══ Material for this exercise

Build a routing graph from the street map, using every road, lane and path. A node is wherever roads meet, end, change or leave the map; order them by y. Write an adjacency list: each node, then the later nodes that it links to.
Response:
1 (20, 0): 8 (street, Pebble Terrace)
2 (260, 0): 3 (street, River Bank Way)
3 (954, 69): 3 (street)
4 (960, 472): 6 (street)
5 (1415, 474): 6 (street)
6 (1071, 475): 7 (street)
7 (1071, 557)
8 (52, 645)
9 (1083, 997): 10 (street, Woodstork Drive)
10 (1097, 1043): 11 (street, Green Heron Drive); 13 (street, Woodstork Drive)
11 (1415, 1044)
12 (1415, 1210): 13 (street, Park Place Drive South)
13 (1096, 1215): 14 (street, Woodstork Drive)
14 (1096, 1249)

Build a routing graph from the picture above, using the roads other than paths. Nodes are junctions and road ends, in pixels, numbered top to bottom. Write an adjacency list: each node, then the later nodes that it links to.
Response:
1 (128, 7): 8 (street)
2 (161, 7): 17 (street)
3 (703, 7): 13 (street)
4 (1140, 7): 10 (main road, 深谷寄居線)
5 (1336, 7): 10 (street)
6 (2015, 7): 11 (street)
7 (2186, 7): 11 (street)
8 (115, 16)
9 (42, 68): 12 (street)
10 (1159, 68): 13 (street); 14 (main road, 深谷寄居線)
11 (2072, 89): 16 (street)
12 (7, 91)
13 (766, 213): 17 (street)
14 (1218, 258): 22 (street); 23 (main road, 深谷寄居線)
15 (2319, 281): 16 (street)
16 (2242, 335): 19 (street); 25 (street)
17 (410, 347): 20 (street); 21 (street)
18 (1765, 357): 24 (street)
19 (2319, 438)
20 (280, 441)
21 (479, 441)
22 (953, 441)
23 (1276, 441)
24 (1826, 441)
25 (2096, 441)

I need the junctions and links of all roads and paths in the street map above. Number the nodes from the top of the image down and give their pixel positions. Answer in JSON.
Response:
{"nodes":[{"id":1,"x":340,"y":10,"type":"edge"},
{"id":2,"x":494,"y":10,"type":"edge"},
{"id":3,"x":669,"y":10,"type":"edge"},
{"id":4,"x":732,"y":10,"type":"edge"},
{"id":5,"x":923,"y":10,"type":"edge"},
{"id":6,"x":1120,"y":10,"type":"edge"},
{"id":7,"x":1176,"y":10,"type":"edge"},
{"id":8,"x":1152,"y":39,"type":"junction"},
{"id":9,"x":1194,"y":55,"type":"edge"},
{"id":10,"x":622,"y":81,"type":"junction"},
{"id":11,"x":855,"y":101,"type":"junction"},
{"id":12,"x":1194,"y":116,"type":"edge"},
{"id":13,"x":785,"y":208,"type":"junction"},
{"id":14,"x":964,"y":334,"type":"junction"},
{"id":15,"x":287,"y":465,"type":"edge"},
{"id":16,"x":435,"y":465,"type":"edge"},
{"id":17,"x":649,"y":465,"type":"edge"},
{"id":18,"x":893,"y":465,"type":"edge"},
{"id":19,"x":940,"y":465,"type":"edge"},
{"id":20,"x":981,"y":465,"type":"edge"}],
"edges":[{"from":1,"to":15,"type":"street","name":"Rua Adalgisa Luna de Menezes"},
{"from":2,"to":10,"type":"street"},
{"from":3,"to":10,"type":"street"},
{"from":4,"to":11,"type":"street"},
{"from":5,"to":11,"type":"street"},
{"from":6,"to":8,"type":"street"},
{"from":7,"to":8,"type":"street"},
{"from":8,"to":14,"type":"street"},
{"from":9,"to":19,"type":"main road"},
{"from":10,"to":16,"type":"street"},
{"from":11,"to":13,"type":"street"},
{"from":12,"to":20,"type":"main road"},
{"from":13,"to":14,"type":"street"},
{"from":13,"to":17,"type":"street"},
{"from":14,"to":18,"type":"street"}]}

════

Take the entries above and transcribe them exactly.

_Exercise output_:
Build a routing graph from the street map, using every road, lane and path. A node is wherever roads meet, end, change or leave the map; order them by y. Write an adjacency list: each node, then the later nodes that it links to.
Response:
1 (20, 0): 8 (street, Pebble Terrace)
2 (260, 0): 3 (street, River Bank Way)
3 (954, 69): 3 (street)
4 (960, 472): 6 (street)
5 (1415, 474): 6 (street)
6 (1071, 475): 7 (street)
7 (1071, 557)
8 (52, 645)
9 (1083, 997): 10 (street, Woodstork Drive)
10 (1097, 1043): 11 (street, Green Heron Drive); 13 (street, Woodstork Drive)
11 (1415, 1044)
12 (1415, 1210): 13 (street, Park Place Drive South)
13 (1096, 1215): 14 (street, Woodstork Drive)
14 (1096, 1249)

Build a routing graph from the picture above, using the roads other than paths. Nodes are junctions and road ends, in pixels, numbered top to bottom. Write an adjacency list: each node, then the later nodes that it links to.
Response:
1 (128, 7): 8 (street)
2 (161, 7): 17 (street)
3 (703, 7): 13 (street)
4 (1140, 7): 10 (main road, 深谷寄居線)
5 (1336, 7): 10 (street)
6 (2015, 7): 11 (street)
7 (2186, 7): 11 (street)
8 (115, 16)
9 (42, 68): 12 (street)
10 (1159, 68): 13 (street); 14 (main road, 深谷寄居線)
11 (2072, 89): 16 (street)
12 (7, 91)
13 (766, 213): 17 (street)
14 (1218, 258): 22 (street); 23 (main road, 深谷寄居線)
15 (2319, 281): 16 (street)
16 (2242, 335): 19 (street); 25 (street)
17 (410, 347): 20 (street); 21 (street)
18 (1765, 357): 24 (street)
19 (2319, 438)
20 (280, 441)
21 (479, 441)
22 (953, 441)
23 (1276, 441)
24 (1826, 441)
25 (2096, 441)

I need the junctions and links of all roads and paths in the street map above. Number the nodes from the top of the image down and give their pixel positions. Answer in JSON.
Response:
{"nodes":[{"id":1,"x":340,"y":10,"type":"edge"},
{"id":2,"x":494,"y":10,"type":"edge"},
{"id":3,"x":669,"y":10,"type":"edge"},
{"id":4,"x":732,"y":10,"type":"edge"},
{"id":5,"x":923,"y":10,"type":"edge"},
{"id":6,"x":1120,"y":10,"type":"edge"},
{"id":7,"x":1176,"y":10,"type":"edge"},
{"id":8,"x":1152,"y":39,"type":"junction"},
{"id":9,"x":1194,"y":55,"type":"edge"},
{"id":10,"x":622,"y":81,"type":"junction"},
{"id":11,"x":855,"y":101,"type":"junction"},
{"id":12,"x":1194,"y":116,"type":"edge"},
{"id":13,"x":785,"y":208,"type":"junction"},
{"id":14,"x":964,"y":334,"type":"junction"},
{"id":15,"x":287,"y":465,"type":"edge"},
{"id":16,"x":435,"y":465,"type":"edge"},
{"id":17,"x":649,"y":465,"type":"edge"},
{"id":18,"x":893,"y":465,"type":"edge"},
{"id":19,"x":940,"y":465,"type":"edge"},
{"id":20,"x":981,"y":465,"type":"edge"}],
"edges":[{"from":1,"to":15,"type":"street","name":"Rua Adalgisa Luna de Menezes"},
{"from":2,"to":10,"type":"street"},
{"from":3,"to":10,"type":"street"},
{"from":4,"to":11,"type":"street"},
{"from":5,"to":11,"type":"street"},
{"from":6,"to":8,"type":"street"},
{"from":7,"to":8,"type":"street"},
{"from":8,"to":14,"type":"street"},
{"from":9,"to":19,"type":"main road"},
{"from":10,"to":16,"type":"street"},
{"from":11,"to":13,"type":"street"},
{"from":12,"to":20,"type":"main road"},
{"from":13,"to":14,"type":"street"},
{"from":13,"to":17,"type":"street"},
{"from":14,"to":18,"type":"street"}]}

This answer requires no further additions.